§ **AVAILABLE DATA**:
★ ★ ★ ★ ★

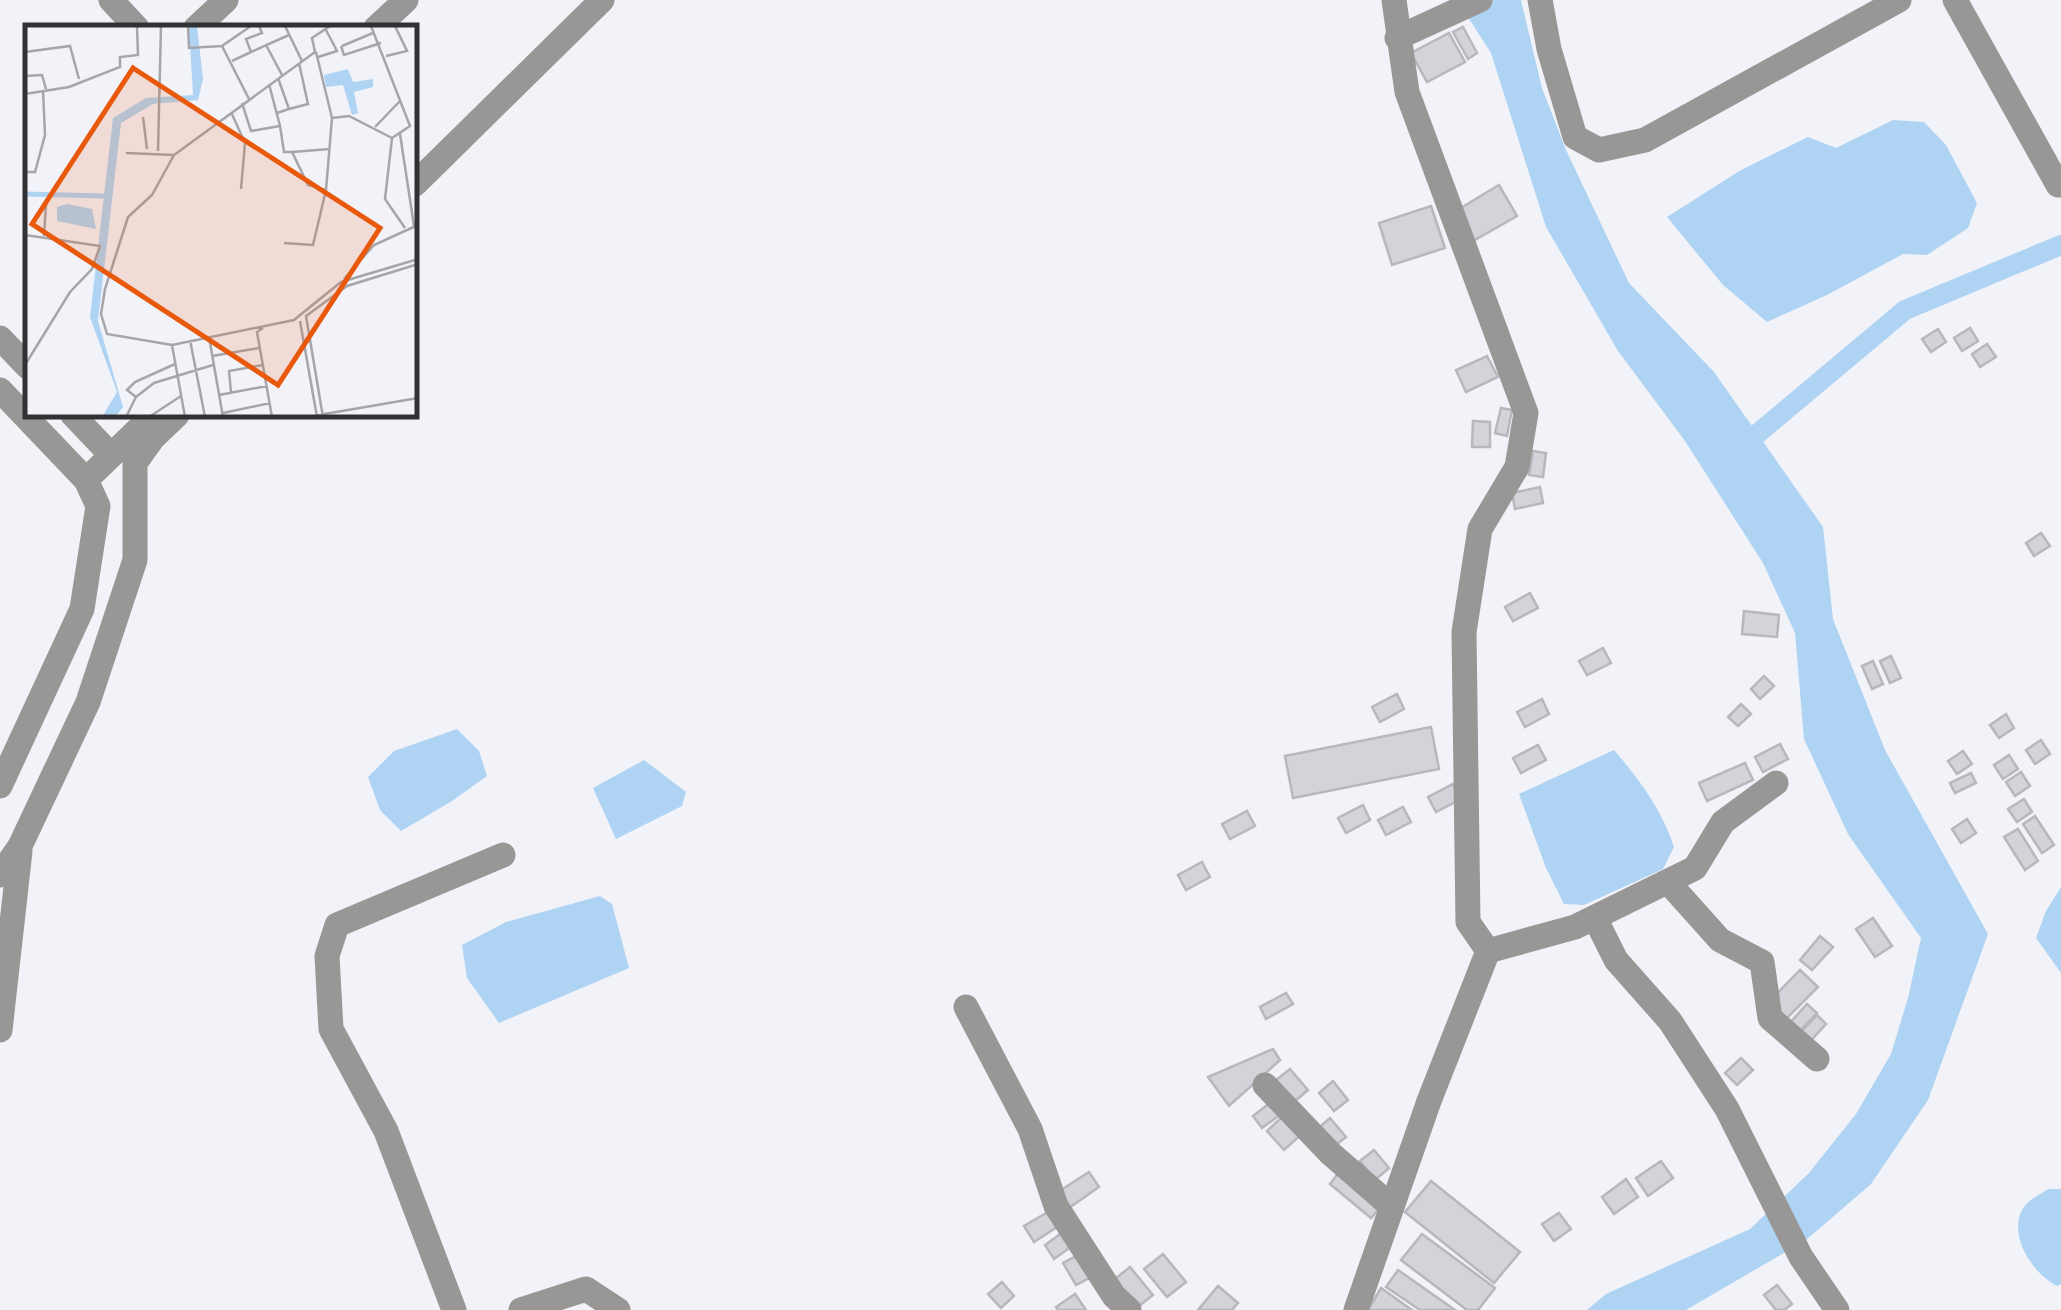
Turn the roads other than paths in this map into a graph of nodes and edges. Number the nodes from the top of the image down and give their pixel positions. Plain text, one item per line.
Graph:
1 (111, 0) edge
2 (226, 0) edge
3 (406, 0) edge
4 (1394, 0) edge
5 (1480, 0) edge
6 (1540, 0) edge
7 (1899, 0) edge
8 (1955, 0) edge
9 (587, 5) edge
10 (133, 25) edge
11 (199, 25) edge
12 (379, 25) edge
13 (1397, 38) junction
14 (418, 181) edge
15 (2058, 185) dead end
16 (0, 338) edge
17 (25, 364) edge
18 (0, 390) edge
19 (25, 416) edge
20 (27, 418) edge
21 (75, 418) edge
22 (150, 418) edge
23 (174, 418) edge
24 (110, 455) junction
25 (86, 480) junction
26 (1776, 783) dead end
27 (0, 786) edge
28 (20, 846) junction
29 (504, 855) dead end
30 (0, 875) edge
31 (1668, 882) junction
32 (1595, 918) junction
33 (1488, 952) junction
34 (966, 1007) dead end
35 (0, 1030) edge
36 (1817, 1058) dead end
37 (1265, 1084) dead end
38 (1392, 1207) junction
39 (454, 1310) edge
40 (521, 1310) edge
41 (618, 1310) edge
42 (1129, 1310) edge
43 (1356, 1310) edge
44 (1837, 1310) edge

1 - 10 street
2 - 11 street
3 - 12 street
4 - 13 street
5 - 13 street
6 - 7 street
8 - 15 street
9 - 14 street
13 - 33 street
16 - 17 street
18 - 19 street
20 - 25 street
21 - 24 street
22 - 24 street
23 - 28 street
24 - 25 street
25 - 27 street
26 - 31 street
28 - 30 street
28 - 35 street
29 - 39 street
31 - 32 street
31 - 36 street
32 - 33 street
32 - 44 street
33 - 38 street
34 - 42 street
37 - 38 street
38 - 43 street
40 - 41 street

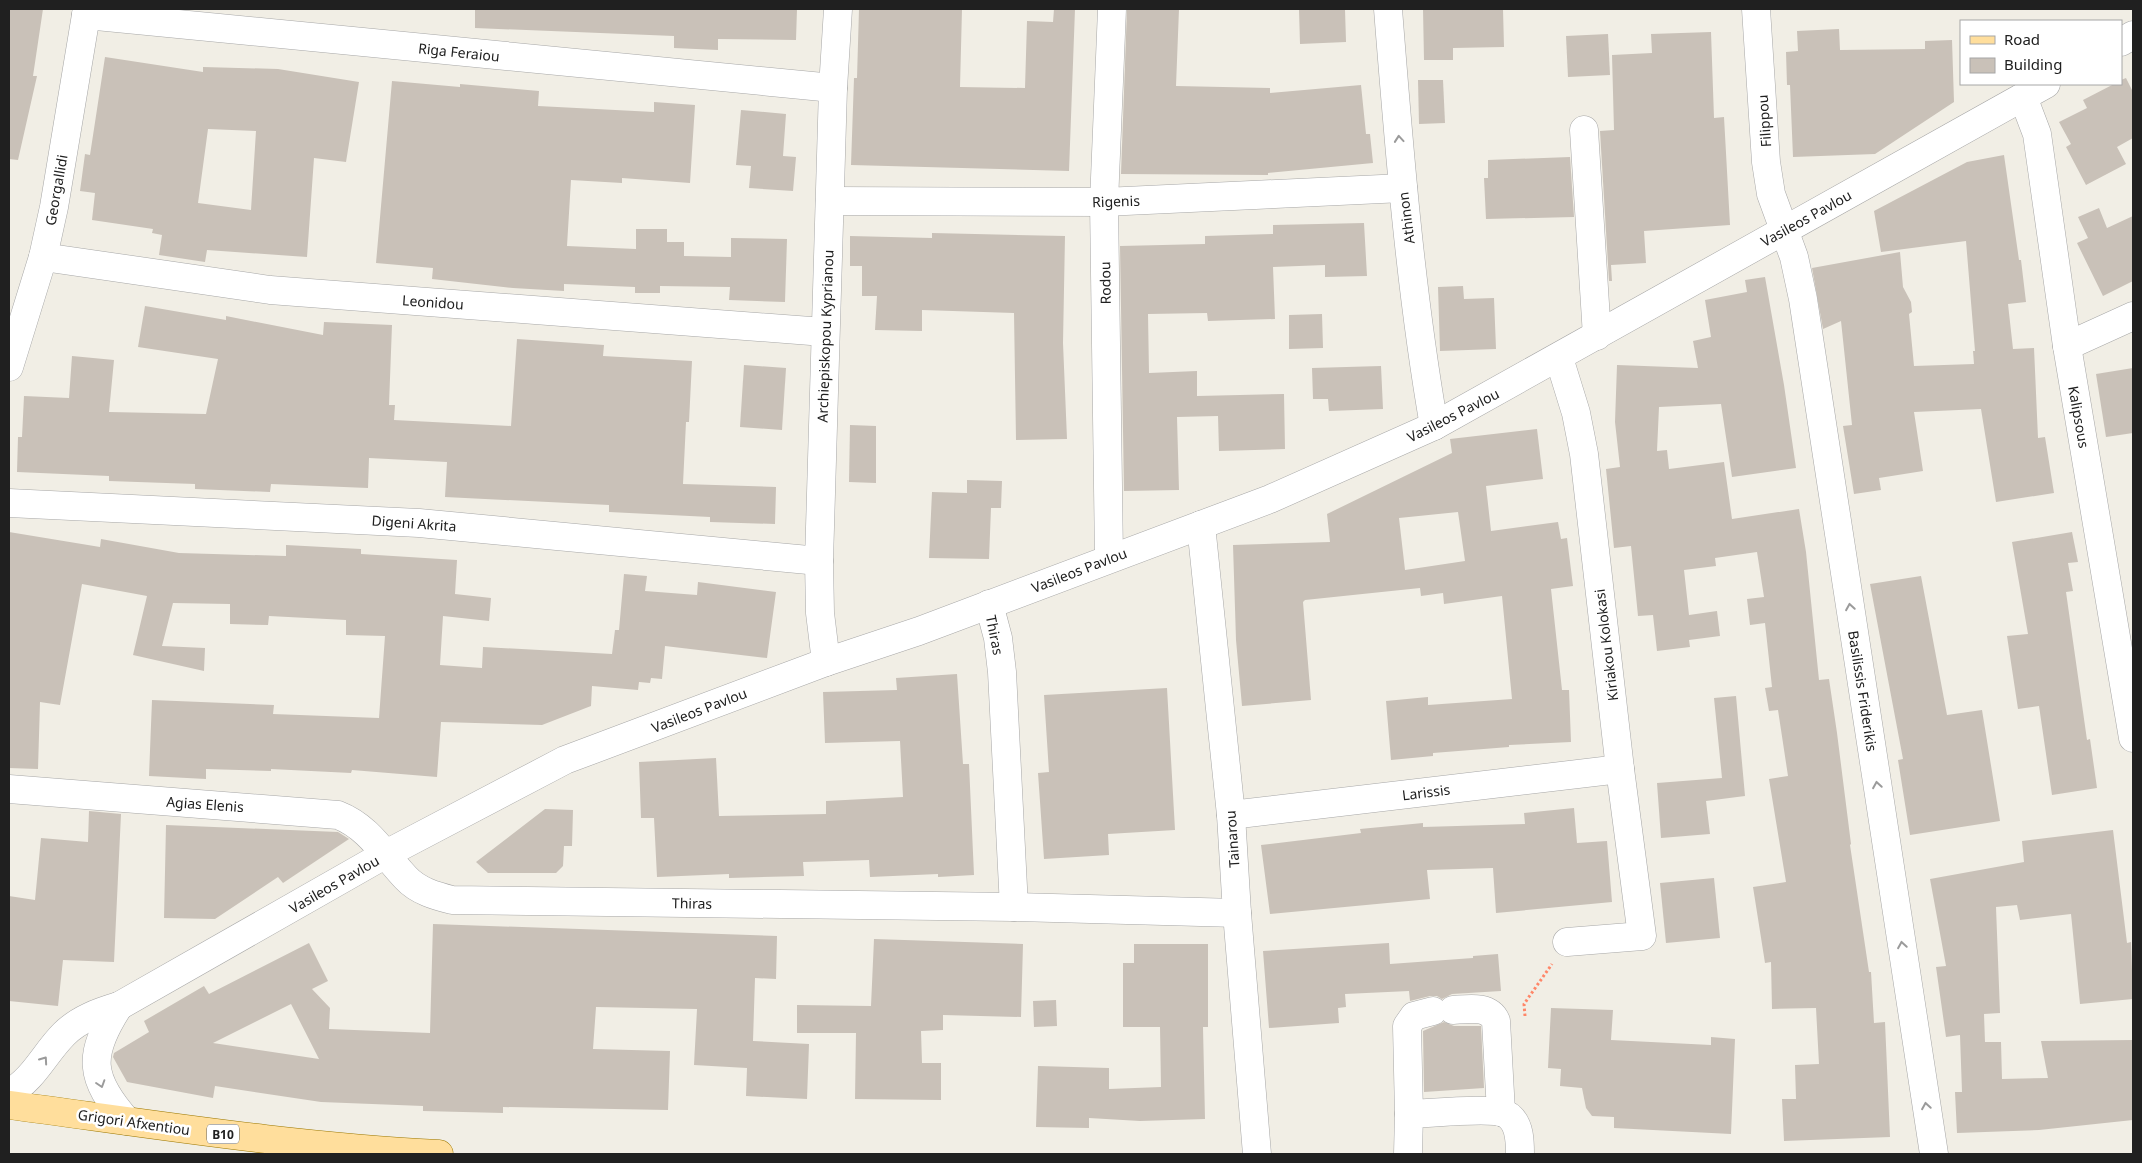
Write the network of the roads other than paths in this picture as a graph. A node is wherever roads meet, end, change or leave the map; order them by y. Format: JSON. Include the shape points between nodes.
{"nodes":[{"id":1,"x":838,"y":9,"type":"edge"},
{"id":2,"x":1112,"y":9,"type":"edge"},
{"id":3,"x":1388,"y":9,"type":"edge"},
{"id":4,"x":1756,"y":9,"type":"edge"},
{"id":5,"x":86,"y":12,"type":"edge"},
{"id":6,"x":2133,"y":35,"type":"edge"},
{"id":7,"x":2122,"y":41,"type":"edge"},
{"id":8,"x":2044,"y":85,"type":"edge"},
{"id":9,"x":833,"y":88,"type":"junction"},
{"id":10,"x":2022,"y":97,"type":"junction"},
{"id":11,"x":1584,"y":130,"type":"dead end"},
{"id":12,"x":1403,"y":188,"type":"junction"},
{"id":13,"x":830,"y":201,"type":"junction"},
{"id":14,"x":1104,"y":202,"type":"junction"},
{"id":15,"x":1784,"y":230,"type":"junction"},
{"id":16,"x":43,"y":257,"type":"junction"},
{"id":17,"x":2133,"y":316,"type":"edge"},
{"id":18,"x":824,"y":332,"type":"junction"},
{"id":19,"x":1597,"y":336,"type":"junction"},
{"id":20,"x":2067,"y":346,"type":"junction"},
{"id":21,"x":1559,"y":358,"type":"junction"},
{"id":22,"x":9,"y":367,"type":"edge"},
{"id":23,"x":1434,"y":426,"type":"junction"},
{"id":24,"x":9,"y":503,"type":"edge"},
{"id":25,"x":1201,"y":525,"type":"junction"},
{"id":26,"x":1109,"y":558,"type":"junction"},
{"id":27,"x":819,"y":561,"type":"junction"},
{"id":28,"x":2122,"y":599,"type":"edge"},
{"id":29,"x":989,"y":604,"type":"junction"},
{"id":30,"x":826,"y":662,"type":"junction"},
{"id":31,"x":2133,"y":738,"type":"edge"},
{"id":32,"x":1620,"y":770,"type":"junction"},
{"id":33,"x":9,"y":789,"type":"edge"},
{"id":34,"x":1231,"y":815,"type":"junction"},
{"id":35,"x":386,"y":854,"type":"junction"},
{"id":36,"x":1014,"y":906,"type":"junction"},
{"id":37,"x":1237,"y":913,"type":"junction"},
{"id":38,"x":1567,"y":942,"type":"road end"},
{"id":39,"x":119,"y":1006,"type":"junction"},
{"id":40,"x":9,"y":1093,"type":"edge"},
{"id":41,"x":9,"y":1105,"type":"edge"},
{"id":42,"x":1501,"y":1112,"type":"junction"},
{"id":43,"x":1410,"y":1114,"type":"junction"},
{"id":44,"x":128,"y":1121,"type":"junction"},
{"id":45,"x":374,"y":1153,"type":"edge"},
{"id":46,"x":439,"y":1154,"type":"edge"},
{"id":47,"x":1257,"y":1154,"type":"edge"},
{"id":48,"x":1408,"y":1154,"type":"edge"},
{"id":49,"x":1520,"y":1154,"type":"edge"},
{"id":50,"x":1934,"y":1154,"type":"edge"}],
"edges":[{"from":1,"to":9,"type":"street","name":"Archiepiskopou Kyprianou"},
{"from":2,"to":14,"type":"street","name":"Rodou"},
{"from":12,"to":3,"type":"street","name":"Athinon","one_way":true},
{"from":4,"to":15,"type":"street","name":"Filippou","via":[[1766,162],[1771,194]]},
{"from":5,"to":9,"type":"street","name":"Riga Feraiou"},
{"from":5,"to":16,"type":"street","name":"Georgallidi"},
{"from":6,"to":7,"type":"street"},
{"from":8,"to":10,"type":"street","name":"Vasileos Pavlou"},
{"from":9,"to":13,"type":"street","name":"Archiepiskopou Kyprianou"},
{"from":10,"to":15,"type":"street","name":"Vasileos Pavlou"},
{"from":10,"to":20,"type":"street","name":"Kalipsous","via":[[2037,134]]},
{"from":11,"to":19,"type":"street"},
{"from":12,"to":14,"type":"street","name":"Rigenis"},
{"from":12,"to":23,"type":"street","name":"Athinon","via":[[1423,363]]},
{"from":13,"to":14,"type":"street","name":"Rigenis"},
{"from":13,"to":18,"type":"street","name":"Archiepiskopou Kyprianou"},
{"from":14,"to":26,"type":"street","name":"Rodou"},
{"from":15,"to":19,"type":"street","name":"Vasileos Pavlou"},
{"from":50,"to":15,"type":"street","name":"Basilissis Friderikis","one_way":true,"via":[[1803,299]]},
{"from":16,"to":18,"type":"street","name":"Leonidou","via":[[270,290]]},
{"from":16,"to":22,"type":"street","name":"Georgallidi"},
{"from":17,"to":20,"type":"street"},
{"from":18,"to":27,"type":"street","name":"Archiepiskopou Kyprianou"},
{"from":19,"to":21,"type":"street","name":"Vasileos Pavlou"},
{"from":20,"to":28,"type":"street","name":"Kalipsous"},
{"from":21,"to":23,"type":"street","name":"Vasileos Pavlou"},
{"from":21,"to":32,"type":"street","name":"Kiriakou Kolokasi","via":[[1576,413],[1584,454]]},
{"from":23,"to":25,"type":"street","name":"Vasileos Pavlou","via":[[1270,499]]},
{"from":24,"to":27,"type":"street","name":"Digeni Akrita","via":[[419,522]]},
{"from":25,"to":26,"type":"street","name":"Vasileos Pavlou"},
{"from":25,"to":34,"type":"street","name":"Tainarou"},
{"from":26,"to":29,"type":"street","name":"Vasileos Pavlou"},
{"from":27,"to":30,"type":"street","name":"Archiepiskopou Kyprianou","via":[[820,613]]},
{"from":28,"to":31,"type":"street","name":"Kalipsous"},
{"from":29,"to":30,"type":"street","name":"Vasileos Pavlou"},
{"from":29,"to":36,"type":"street","name":"Thiras","via":[[1002,672]]},
{"from":30,"to":35,"type":"street","name":"Vasileos Pavlou","via":[[565,760]]},
{"from":32,"to":34,"type":"street","name":"Larissis"},
{"from":32,"to":38,"type":"street","name":"Kiriakou Kolokasi","via":[[1642,936]]},
{"from":33,"to":35,"type":"street","name":"Agias Elenis","via":[[338,815],[361,827]]},
{"from":34,"to":37,"type":"street","name":"Tainarou"},
{"from":35,"to":36,"type":"street","name":"Thiras","via":[[407,879],[422,890],[452,900]]},
{"from":35,"to":39,"type":"street","name":"Vasileos Pavlou"},
{"from":36,"to":37,"type":"street","name":"Thiras"},
{"from":37,"to":47,"type":"street","name":"Tainarou"},
{"from":40,"to":39,"type":"street","name":"Vasileos Pavlou","one_way":true,"via":[[35,1072],[65,1033],[84,1019]]},
{"from":39,"to":44,"type":"street","name":"Vasileos Pavlou","one_way":true,"via":[[101,1036],[97,1050],[98,1075],[104,1093]]},
{"from":41,"to":44,"type":"main road","name":"Grigori Afxentiou","number":"B10"},
{"from":42,"to":43,"type":"street"},
{"from":42,"to":43,"type":"street","via":[[1496,1021],[1487,1010],[1443,1011],[1414,1016],[1407,1026]]},
{"from":42,"to":49,"type":"street","via":[[1516,1126]]},
{"from":43,"to":48,"type":"street"},
{"from":44,"to":45,"type":"main road","name":"Grigori Afxentiou","number":"B10"},
{"from":45,"to":46,"type":"main road","name":"Grigori Afxentiou","number":"B10"}]}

★ ★ ★ ★ ★

Find the word "Grigori" in the listing and copy each line that contains it.

{"from":41,"to":44,"type":"main road","name":"Grigori Afxentiou","number":"B10"},
{"from":44,"to":45,"type":"main road","name":"Grigori Afxentiou","number":"B10"},
{"from":45,"to":46,"type":"main road","name":"Grigori Afxentiou","number":"B10"}]}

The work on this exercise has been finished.